Were you injured in a bicycle accident and seeking financial compensation for your damages?
At Rosenfeld Injury Lawyers, LLC, our personal injury attorneys provide legal representation for injured bicyclists harmed by another’s negligence.
All confidential or sensitive information you share with our legal team remains private through an attorney-client relationship.
Most Common Causes of Bicycle Accidents
According to the Chicago Department of Transportation , there were 1,269 bicycle incidents in 2019. Of these bicycle injuries and fatalities, one-third occurred at intersections.
The number of cyclists on the road is growing yearly despite insufficient bicycle safety laws. While the growing number of cyclists is a positive trend, more people are getting hit by cars or trucks while riding their bicycles, even in a bike lane.
As a cyclist, however, it may benefit you greatly to understand the most common causes of bicycle accidents so that you can take a more active and defensive approach to stay out of harm’s way.
Positioning Is a Key Factor in a Bicycle Accident
One of the most common causes of bicycle crashes is the bicyclist’s position on the road relative to other motor vehicles that collide with them, such as:
- Dooring incidents: A bicycle dooring accident where the cyclist hits car doors open into the bike path. It is common on busy streets with heavier traffic that forces bicyclists to ride closer to parked cars.
- Side-swiping bicyclists: Sideswipes occur when the motorist doesn’t give the bicyclist enough room while passing.
- Rear-ending the bicyclist: Most drivers who rear-end bicyclists are not paying attention or are following way too closely. These crashes are common at stop signs and clear signs of reckless driving.
- Crossing in front of cyclists: “Right cross” and “left cross” incidents have the exact cause: a vehicle crossing into the bicyclist’s path at an intersection or merging lanes.
- Turning cyclists on their right side: If a bicyclist is to the right of a car at an intersection, they may be hooked by the vehicle if it is turning right. Many drivers do not check their blind spots before making a right-hand turn. Riding farther to the left makes you more visible, as the driver will need to overtake you to perform their turn.
Rosenfeld Injury Lawyers understands the many causes of bicycle accidents, and represent victims injured in all types of crashes.
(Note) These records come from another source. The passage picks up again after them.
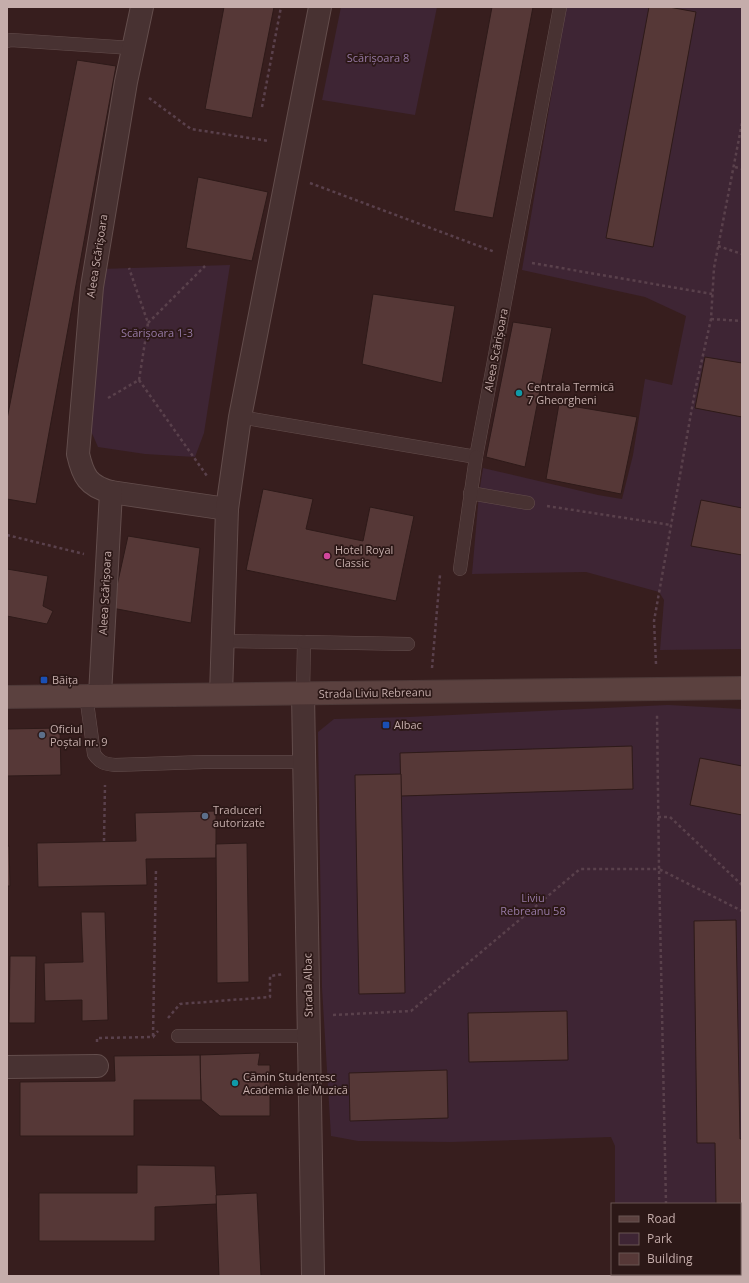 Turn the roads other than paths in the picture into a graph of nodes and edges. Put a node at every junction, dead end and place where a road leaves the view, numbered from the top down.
1 (142, 7) edge
2 (320, 7) edge
3 (560, 7) edge
4 (7, 41) edge
5 (132, 48) junction
6 (240, 417) junction
7 (476, 457) junction
8 (111, 492) junction
9 (470, 493) junction
10 (528, 503) road end
11 (227, 509) junction
12 (460, 569) road end
13 (223, 641) junction
14 (304, 642) junction
15 (408, 644) dead end
16 (742, 688) edge
17 (221, 694) junction
18 (303, 694) junction
19 (93, 695) junction
20 (7, 697) edge
21 (304, 762) junction
22 (309, 1026) junction
23 (178, 1036) road end
24 (97, 1066) road end
25 (7, 1067) edge
26 (313, 1276) edge

1 - 5 street, Aleea Scărișoara
2 - 6 street
3 - 7 lane, Aleea Scărișoara
4 - 5 lane
5 - 8 street, Aleea Scărișoara
6 - 7 lane
6 - 11 street
7 - 9 lane, Aleea Scărișoara
8 - 11 street, Aleea Scărișoara
8 - 19 street, Aleea Scărișoara
9 - 10 lane
9 - 12 lane, Aleea Scărișoara
11 - 13 street
13 - 14 lane
13 - 17 street
14 - 15 lane
14 - 18 lane
16 - 18 street, Strada Liviu Rebreanu
17 - 18 street, Strada Liviu Rebreanu
17 - 19 street, Strada Liviu Rebreanu
18 - 21 street, Strada Albac
19 - 20 street, Strada Liviu Rebreanu
19 - 21 lane
21 - 22 street, Strada Albac
22 - 23 lane
22 - 26 street, Strada Albac
24 - 25 street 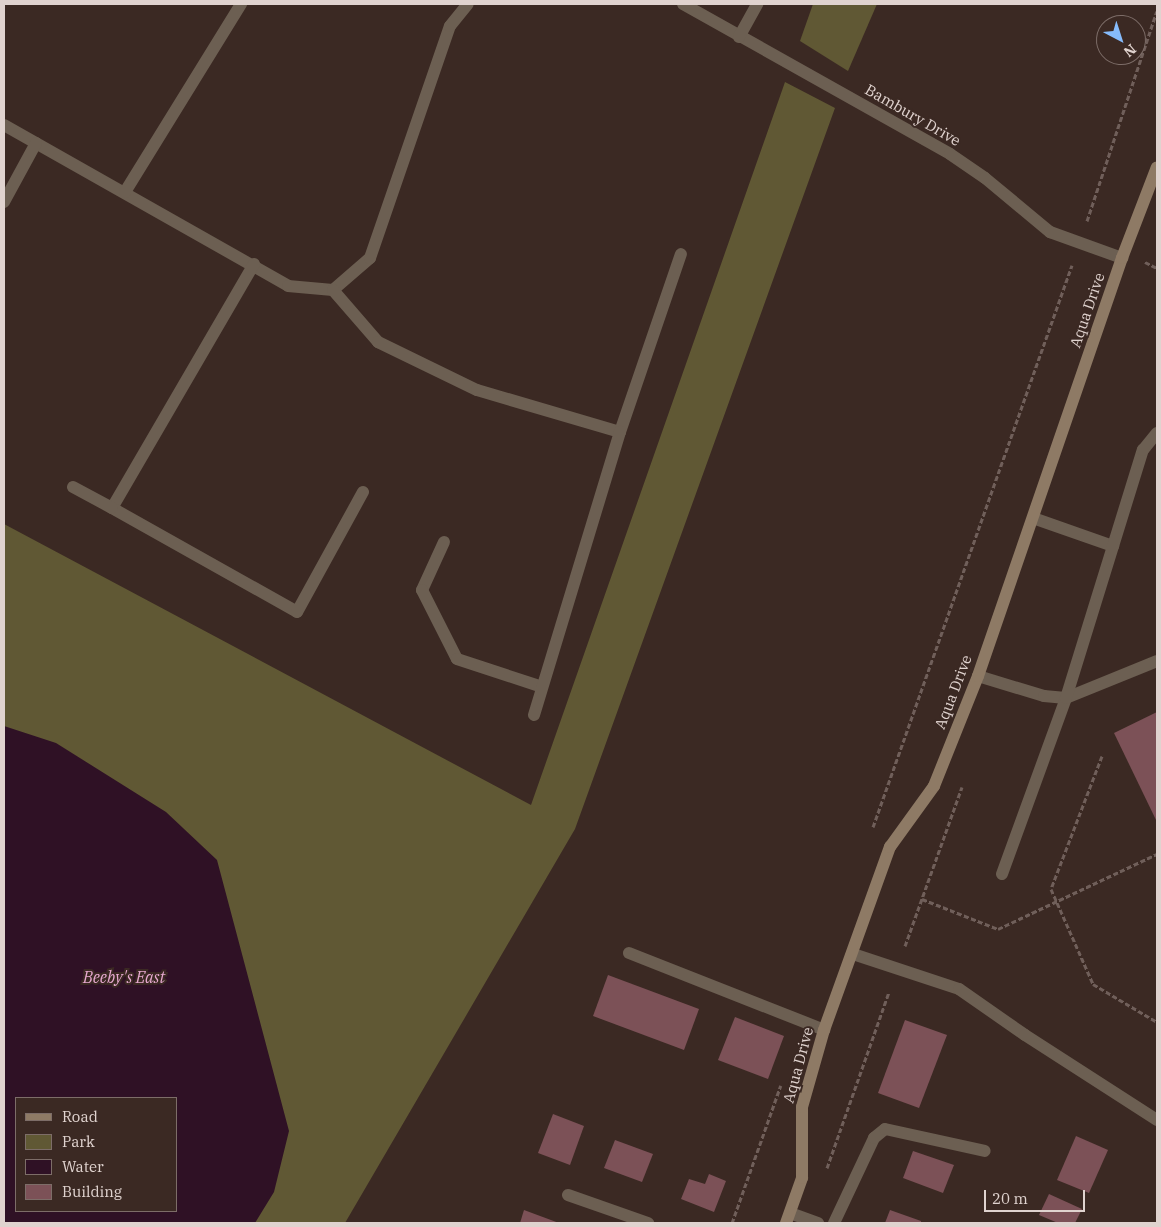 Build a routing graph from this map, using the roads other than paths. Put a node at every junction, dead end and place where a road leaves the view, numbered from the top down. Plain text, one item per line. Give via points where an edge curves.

The law in Illinois requires that drivers provide reasonable clearance when overtaking any bicycle, especially involving an oncoming cyclist. However, motorists are not required to pass a bicycle when there is oncoming traffic.
Why Bike Accidents Occur
Our Chicago bicycle injury lawyers have noticed that most bicycling accidents can be prevented if drivers are more aware of their surroundings and act more responsibly.
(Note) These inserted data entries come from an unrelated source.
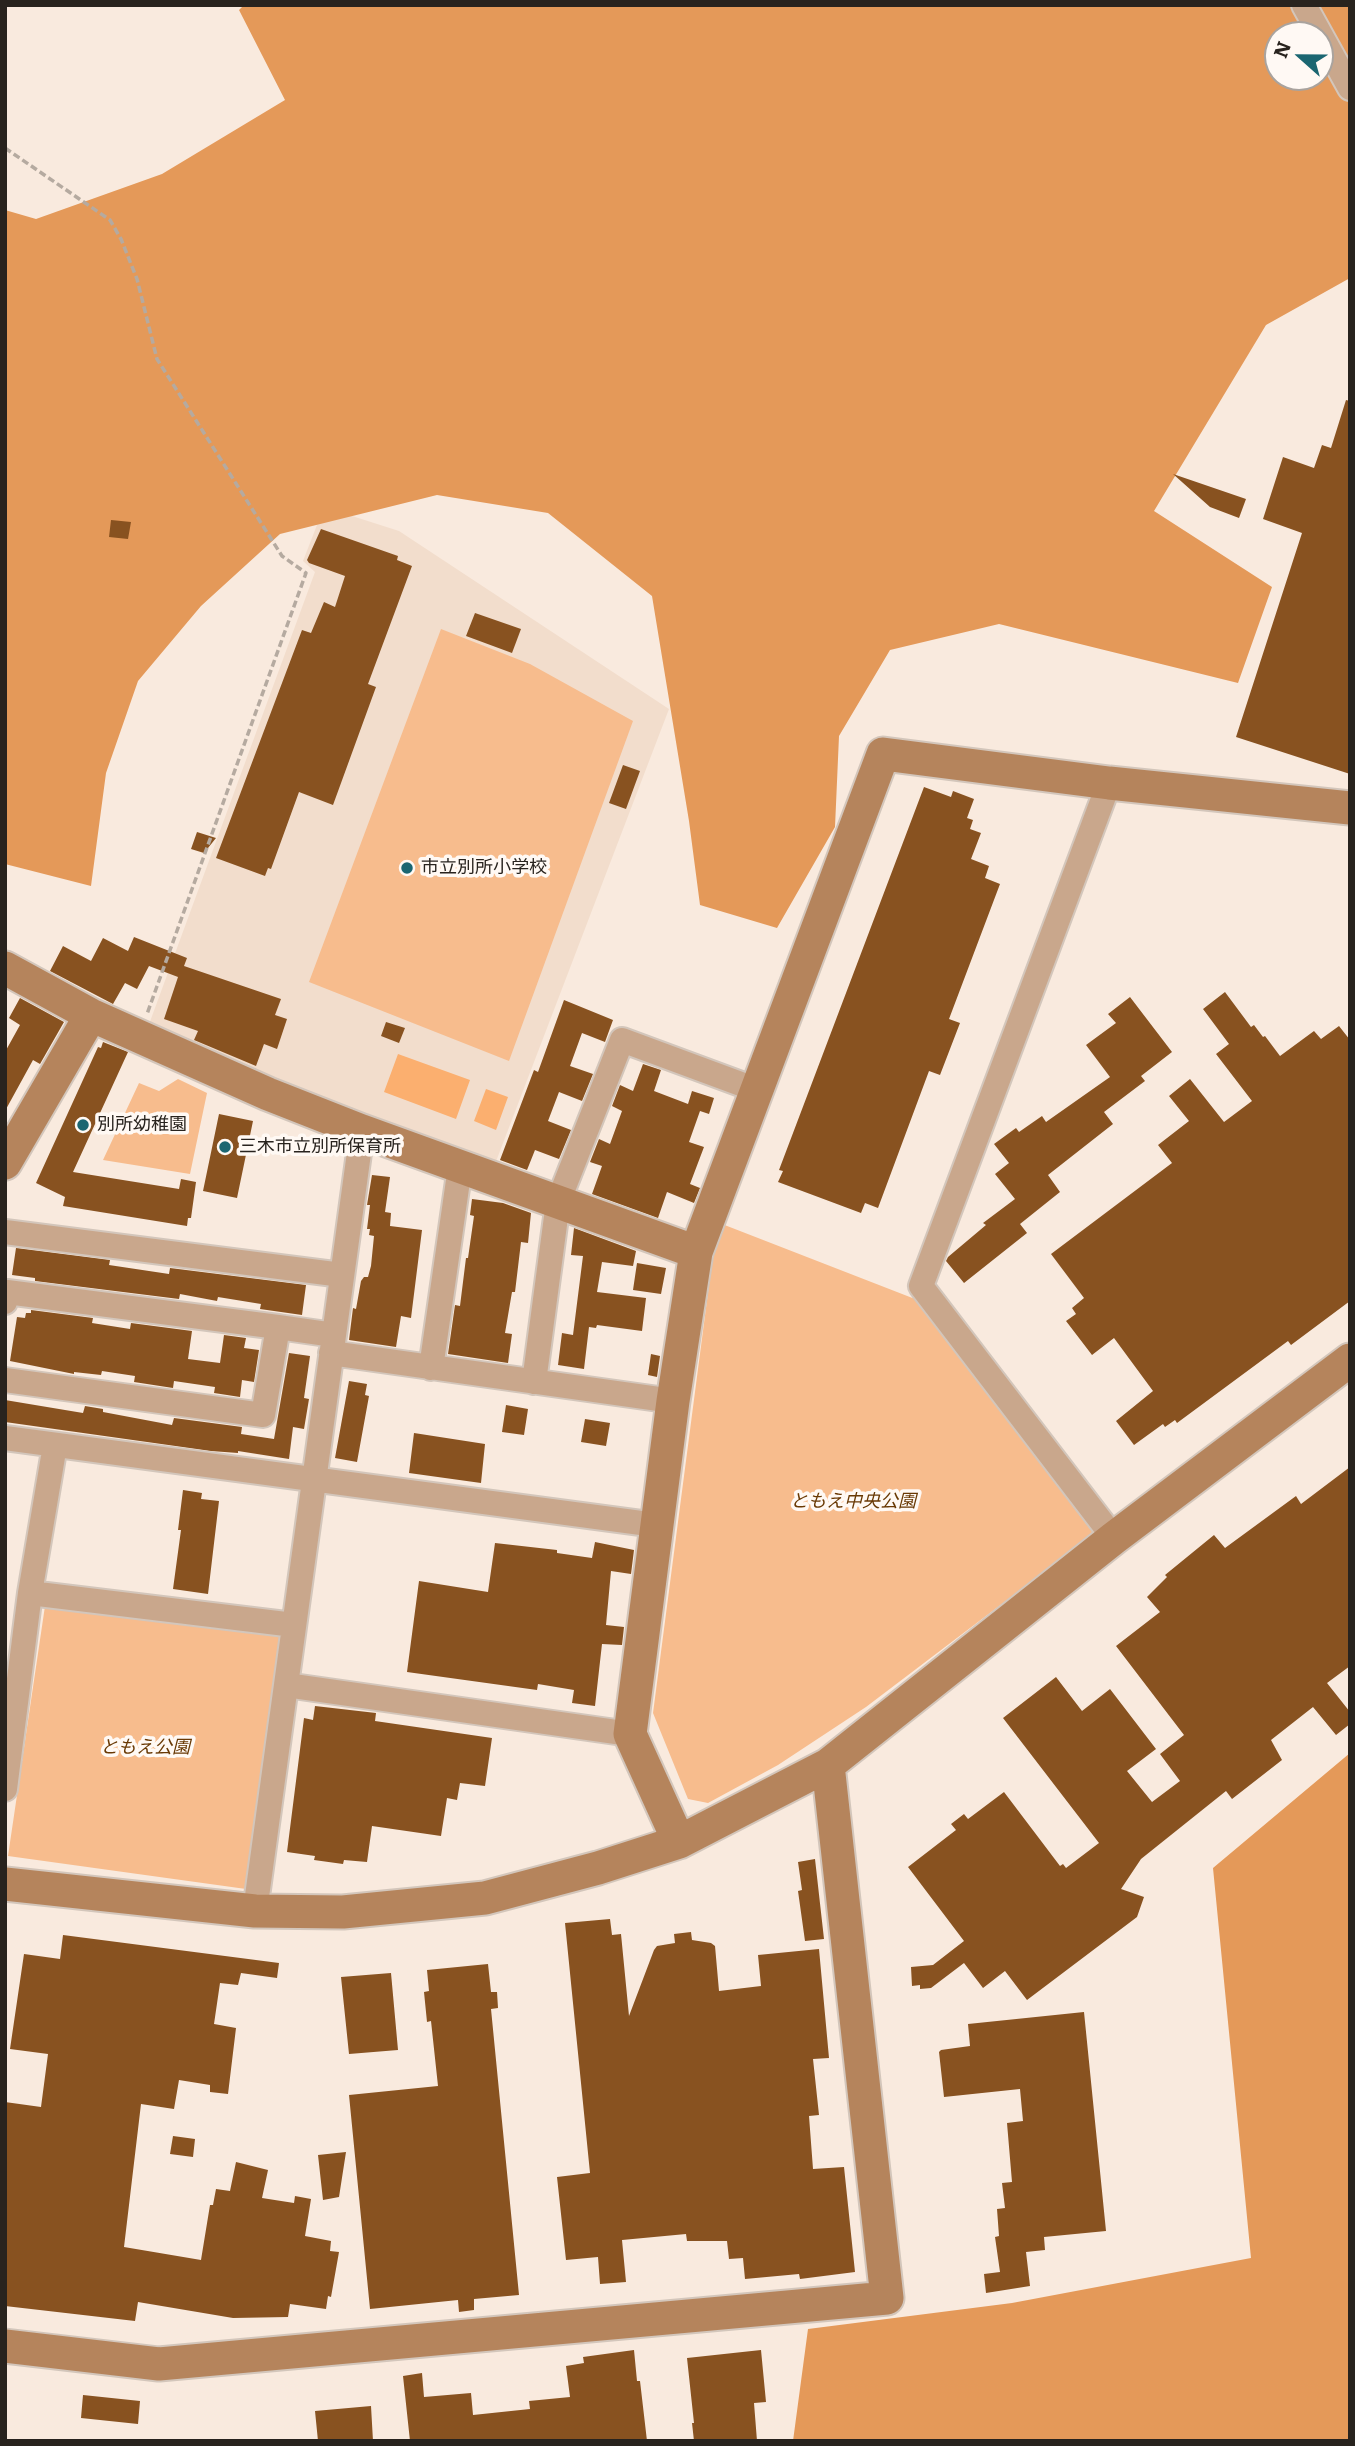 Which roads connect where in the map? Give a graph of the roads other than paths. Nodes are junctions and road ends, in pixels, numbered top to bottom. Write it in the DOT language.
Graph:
graph roads {
  1 [pos="1304,5"];
  2 [pos="1350,88"];
  3 [pos="1110,783"];
  4 [pos="1350,808"];
  5 [pos="5,968"];
  6 [pos="91,1015"];
  7 [pos="757,1090"];
  8 [pos="362,1131"];
  9 [pos="5,1163"];
  10 [pos="460,1167"];
  11 [pos="558,1202"];
  12 [pos="5,1232"];
  13 [pos="696,1252"];
  14 [pos="342,1275"];
  15 [pos="5,1302"];
  16 [pos="278,1327"];
  17 [pos="332,1344"];
  18 [pos="1350,1360"];
  19 [pos="431,1368"];
  20 [pos="5,1380"];
  21 [pos="534,1382"];
  22 [pos="673,1401"];
  23 [pos="5,1438"];
  24 [pos="55,1446"];
  25 [pos="314,1480"];
  26 [pos="656,1525"];
  27 [pos="1114,1538"];
  28 [pos="30,1593"];
  29 [pos="294,1626"];
  30 [pos="14,1649"];
  31 [pos="286,1685"];
  32 [pos="630,1734"];
  33 [pos="828,1765"];
  34 [pos="5,1789"];
  35 [pos="679,1842"];
  36 [pos="5,1884"];
  37 [pos="255,1912"];
  38 [pos="5,2346"];
  1 -- 2 [label="street"];
  3 -- 4 [label="street"];
  3 -- 7 [label="street"];
  3 -- 27 [label="street"];
  5 -- 6 [label="street"];
  6 -- 8 [label="street"];
  6 -- 9 [label="street"];
  7 -- 11 [label="street"];
  7 -- 13 [label="street"];
  8 -- 10 [label="street"];
  8 -- 14 [label="street"];
  10 -- 11 [label="street"];
  10 -- 19 [label="street"];
  11 -- 13 [label="street"];
  11 -- 21 [label="street"];
  12 -- 14 [label="street"];
  13 -- 22 [label="street"];
  14 -- 17 [label="street"];
  15 -- 16 [label="street"];
  16 -- 17 [label="street"];
  16 -- 20 [label="street"];
  17 -- 19 [label="street"];
  17 -- 25 [label="street"];
  18 -- 27 [label="street"];
  19 -- 21 [label="street"];
  21 -- 22 [label="street"];
  22 -- 26 [label="street"];
  23 -- 24 [label="street"];
  24 -- 25 [label="street"];
  24 -- 28 [label="street"];
  25 -- 26 [label="street"];
  25 -- 29 [label="street"];
  26 -- 32 [label="street"];
  27 -- 33 [label="street"];
  28 -- 29 [label="street"];
  28 -- 30 [label="street"];
  29 -- 31 [label="street"];
  30 -- 34 [label="street"];
  31 -- 32 [label="street"];
  31 -- 37 [label="street"];
  32 -- 35 [label="street"];
  33 -- 35 [label="street"];
  33 -- 38 [label="street"];
  35 -- 37 [label="street"];
  36 -- 37 [label="street"];
}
The most common causes of bicycle accidents can include the following:
- Speeding: Excessive speed is one of the most common causes of motor vehicle accidents. Drivers in a hurry have less time to react, which can be catastrophic for an unsuspecting cyclist.
- Weather: Many bicycle accidents happen during torrential downpours; sleet, ice, snow, or inclement weather is one of the common causes of bicycle accidents.
- Reckless bicyclists: Riding a bicycle does not excuse someone from acting responsibly and safely. Unfortunately, many crashes involving bicyclists result from the cyclist making sudden movements into the path of vehicles, failing to make themselves visible, running stop signs or stop lights, or acting in an otherwise aggressive manner.
These bicyclists place themselves at risk but may also put other cyclists in harm’s way if riding in a group.
- Distracted Driving: It is estimated that up to 660,000 drivers are using cell phones or manipulating electronic devices while behind the wheel of their car. Drivers who text while driving are 23 times more likely to be involved in a bicycle accident than those who do not use this technology.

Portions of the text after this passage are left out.